„Im Vollzug der Freiheitsstrafe soll der Gefangene fähig werden, künftig in sozialer Verantwortung ein Leben ohne Straftaten zu führen (Vollzugsziel). Der Vollzug der Freiheitsstrafe dient auch dem Schutz der Allgemeinheit vor weiteren Straftaten.“
So formuliert § 2 Strafvollzugsgesetz (StVollzG) das Vollzugsziel der Resozialisierung. Vor diesem Hintergrund muss die aktuelle Diskussion um die Gestaltung eines richtungsweisenden Resozialisierungsgesetzes in Hamburg beleuchtet werden.
Dabei wird aus dem Gesetzeswortlaut des StVollzG durch die eindeutige Bezeichnung als „Vollzugsziel“ deutlich, dass die Resozialisierung des Gefangenen alleiniges Vollzugsziel ist. Dem Schutz der Allgemeinheit vor weiteren Straftaten hingegen kommt keine primäre Bedeutung zu.
Angesichts der hohen Rückfallquote – etwa die Hälfte der entlassenen Häftlinge werden wieder rückfällig – werden die Möglichkeiten deutlich, die eine gelungene Hamburger Regelung der Resozialisierung als Modellcharakter auch für andere Bundesländer bieten könnte. Der Vollzug selbst scheint dabei in seiner Ausgestaltung nicht ausreichend erfolgsversprechend – trotz der in § 3 StVollzG geregelten Grundsätze:
Nach dem Angleichungsgrundsatzsollen die Verhältnisse innerhalb der JVA möglichst denen der Außenwelt entsprechen, nach dem Gegensteuerungsgrundsatzwird den schädlichen Folgen der Haft durch Besuche oder Vollzugslockerung entgegengewirkt und nach dem Wiedereingliederungsgrundsatzsoll auf das Leben nach der Haft vorbereitet werden.
Die modellhafte Funktion des Hamburger Gesetzesvorhabens betont auch der Honorarprofessor der Leuphana Universität Lüneburg Bernd Maelicke.
Seit der Föderalismusreform 2006 hat nämlich bisher lediglich das Saarland ein eigenes Resozialisierungsgesetz, das Gesetz zur ambulanten Resozialisierung und Opferhilfe (AROG), beschlossen. Insbesondere soll in dem Hamburger Gesetz ein sogenanntes Übergangsmanagement, welches sechs Monate vor der Haftentlassung beginnt und danach weitere sechs Monate fortgeführt wird, Gefangene noch besser darauf vorbereiten, ein Leben ohne Straftaten zu führen.
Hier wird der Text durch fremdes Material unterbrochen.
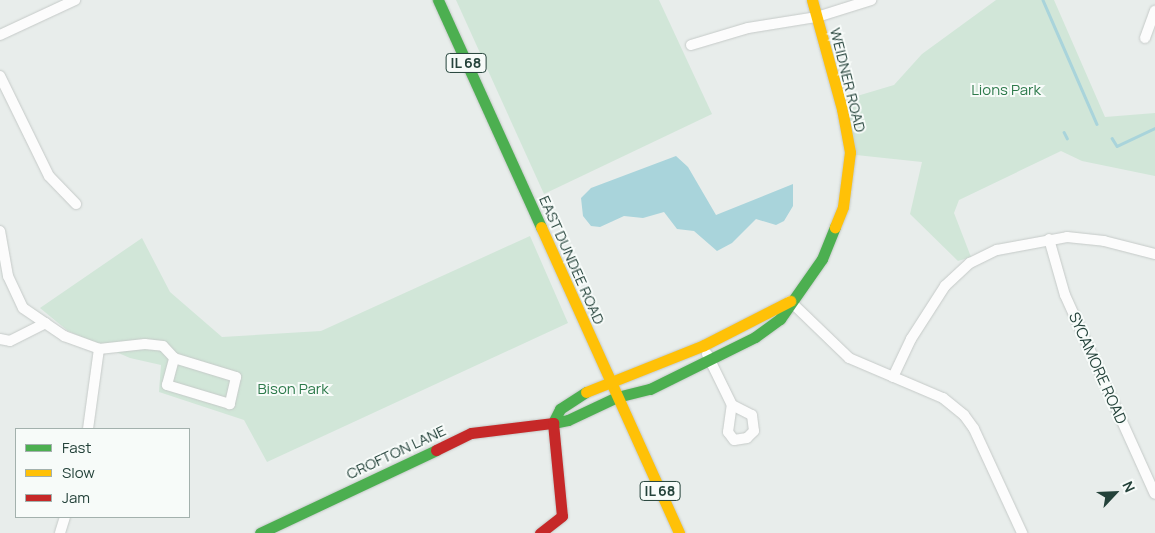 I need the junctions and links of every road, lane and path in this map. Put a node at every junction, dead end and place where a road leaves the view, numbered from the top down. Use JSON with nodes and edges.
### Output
{"nodes":[{"id":1,"x":75,"y":0,"type":"edge"},
{"id":2,"x":438,"y":0,"type":"edge"},
{"id":3,"x":812,"y":0,"type":"edge"},
{"id":4,"x":871,"y":0,"type":"edge"},
{"id":5,"x":1155,"y":11,"type":"edge"},
{"id":6,"x":817,"y":16,"type":"junction"},
{"id":7,"x":0,"y":35,"type":"edge"},
{"id":8,"x":1145,"y":38,"type":"dead end"},
{"id":9,"x":691,"y":45,"type":"dead end"},
{"id":10,"x":0,"y":76,"type":"edge"},
{"id":11,"x":76,"y":204,"type":"dead end"},
{"id":12,"x":0,"y":231,"type":"edge"},
{"id":13,"x":1049,"y":239,"type":"junction"},
{"id":14,"x":1155,"y":254,"type":"edge"},
{"id":15,"x":790,"y":301,"type":"junction"},
{"id":16,"x":46,"y":323,"type":"junction"},
{"id":17,"x":0,"y":339,"type":"edge"},
{"id":18,"x":704,"y":345,"type":"junction"},
{"id":19,"x":100,"y":350,"type":"junction"},
{"id":20,"x":174,"y":358,"type":"junction"},
{"id":21,"x":710,"y":361,"type":"junction"},
{"id":22,"x":893,"y":376,"type":"junction"},
{"id":23,"x":610,"y":382,"type":"junction"},
{"id":24,"x":618,"y":397,"type":"junction"},
{"id":25,"x":732,"y":405,"type":"dead end"},
{"id":26,"x":552,"y":423,"type":"junction"},
{"id":27,"x":88,"y":428,"type":"edge"},
{"id":28,"x":1155,"y":494,"type":"edge"},
{"id":29,"x":64,"y":518,"type":"edge"},
{"id":30,"x":60,"y":533,"type":"edge"},
{"id":31,"x":260,"y":533,"type":"edge"},
{"id":32,"x":540,"y":533,"type":"edge"},
{"id":33,"x":679,"y":533,"type":"edge"},
{"id":34,"x":1022,"y":533,"type":"edge"}],
"edges":[{"from":1,"to":7,"type":"street"},
{"from":2,"to":23,"type":"street","name":"EAST DUNDEE ROAD","number":"IL 68"},
{"from":3,"to":6,"type":"street","name":"WEIDNER ROAD"},
{"from":4,"to":6,"type":"street"},
{"from":5,"to":8,"type":"street"},
{"from":6,"to":9,"type":"street"},
{"from":6,"to":15,"type":"street","name":"WEIDNER ROAD"},
{"from":10,"to":11,"type":"street"},
{"from":12,"to":16,"type":"street"},
{"from":13,"to":14,"type":"street"},
{"from":13,"to":22,"type":"street"},
{"from":13,"to":28,"type":"street","name":"SYCAMORE ROAD"},
{"from":15,"to":18,"type":"street","name":"WEIDNER ROAD"},
{"from":15,"to":21,"type":"street","name":"WEIDNER ROAD"},
{"from":15,"to":22,"type":"street"},
{"from":16,"to":17,"type":"street"},
{"from":16,"to":19,"type":"street"},
{"from":18,"to":21,"type":"street"},
{"from":18,"to":23,"type":"street","name":"WEIDNER ROAD"},
{"from":19,"to":20,"type":"street"},
{"from":19,"to":27,"type":"street"},
{"from":20,"to":20,"type":"street"},
{"from":21,"to":24,"type":"street","name":"WEIDNER ROAD"},
{"from":21,"to":25,"type":"street"},
{"from":22,"to":34,"type":"street"},
{"from":23,"to":24,"type":"street","name":"EAST DUNDEE ROAD","number":"IL 68"},
{"from":23,"to":26,"type":"street"},
{"from":24,"to":26,"type":"street","name":"CROFTON LANE"},
{"from":24,"to":33,"type":"street","name":"EAST DUNDEE ROAD","number":"IL 68"},
{"from":26,"to":31,"type":"street","name":"CROFTON LANE"},
{"from":26,"to":32,"type":"street"},
{"from":29,"to":30,"type":"street"}]} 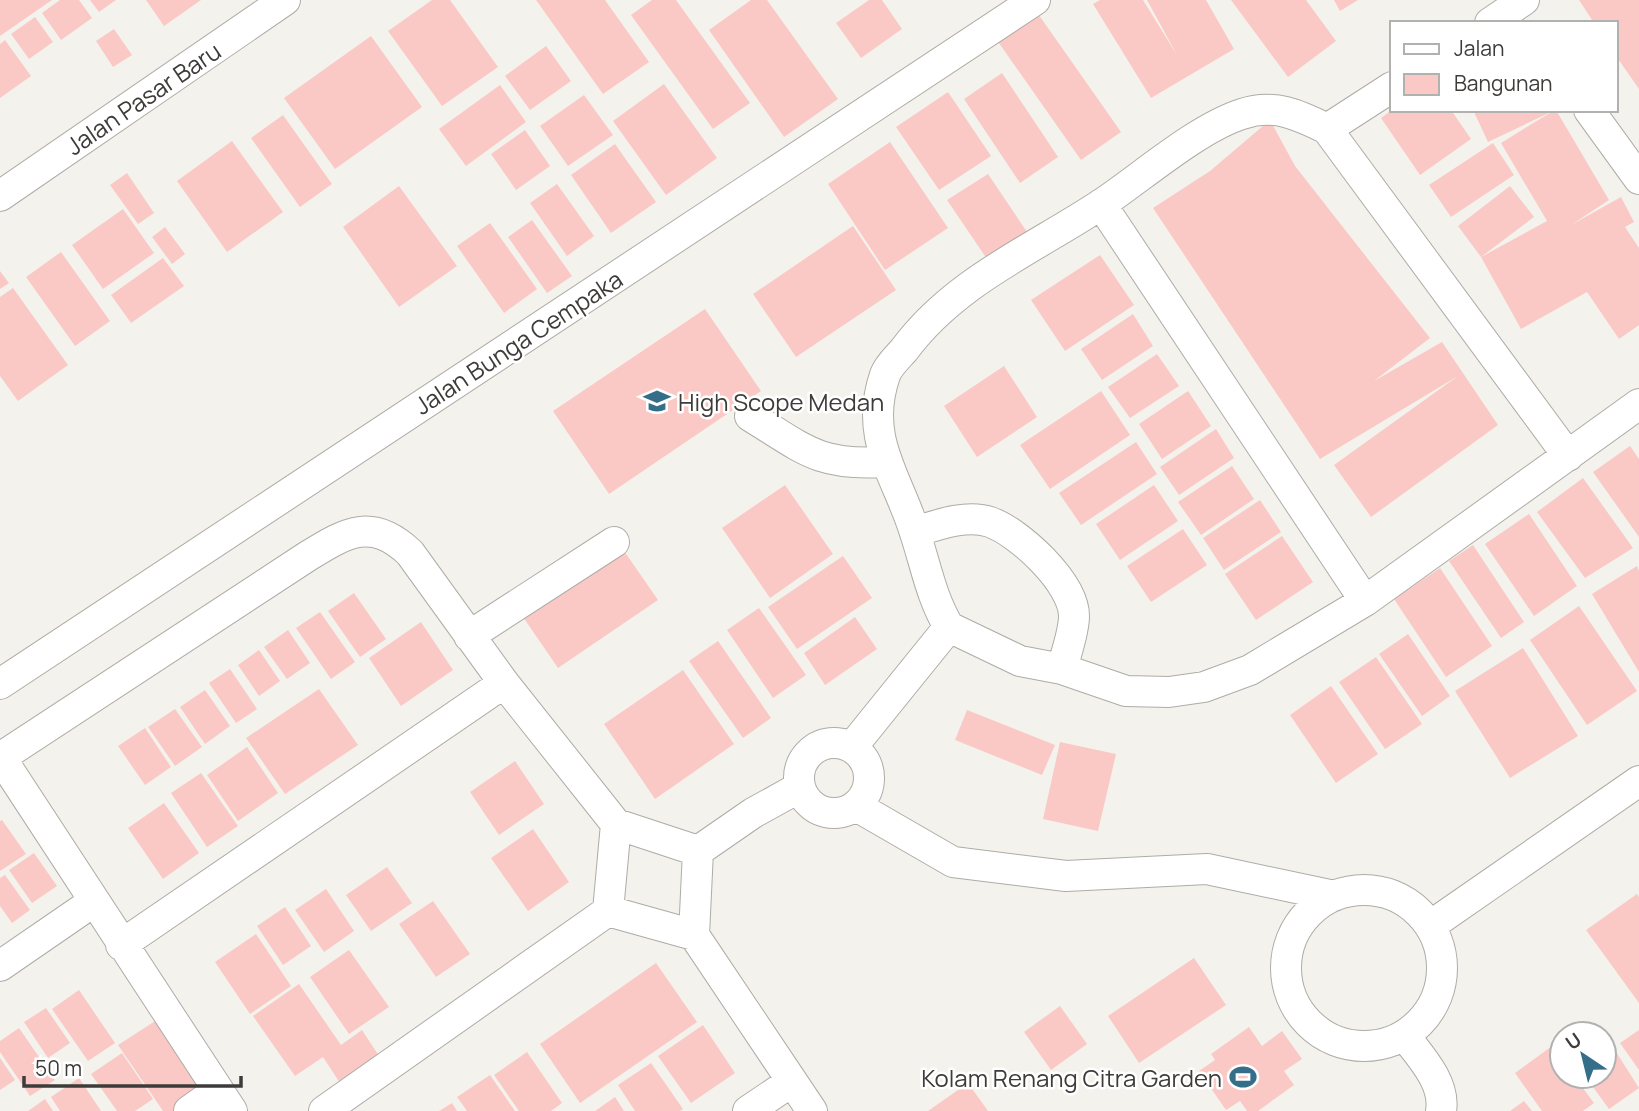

Diese Verknüpfung von stationären und ambulanten Maßnahmen ist laut Justizsenator Dr. Till Steffen in Deutschland einzigartig. Den Gefangenen soll nach der Haftentlassung ein „Netzwerk unterstützender und aufeinander abgestimmter Hilfeangebote an die Seite gestellt werden, damit sie nicht vom Weg abkommen.“ Die Inanspruchnahme der Hilfen nach dem Resozialisierungs- und Opferhilfegesetz soll auf freiwilliger Basis erfolgen.
Maelicke verschickte nun gemeinsam mit Professor, Bernd-Rüdeger Sonnen, einen Alternativentwurf unter anderem an die Sozialsenatorin Leonhard sowie an alle Vorsitzenden der sechs Fraktionen in der Bürgerschaft. Sie fordern die Entwicklung und Realisierung eines nicht nur halbherzigen Gesamtkonzepts ambulanter und stationärer Resozialisierung und Opferhilfe, zudem eine Reduktion der Ersatzfreiheitsstrafen, um einen leistungsfähigen Strafvollzug sicherstellen zu können. Auch an dem Konzept der Bewährungshilfe üben die beiden Kritik.
Abzuwarten bleibt, wie die Bürgerschaft nach der Sommerpause abstimmt und ob der scheinbare Wille des Gesetzgebers einen Strafvollzug zu schaffen, der tatsächlich Resozialisierung fördert, tatsächlich irgendwann Realität wird.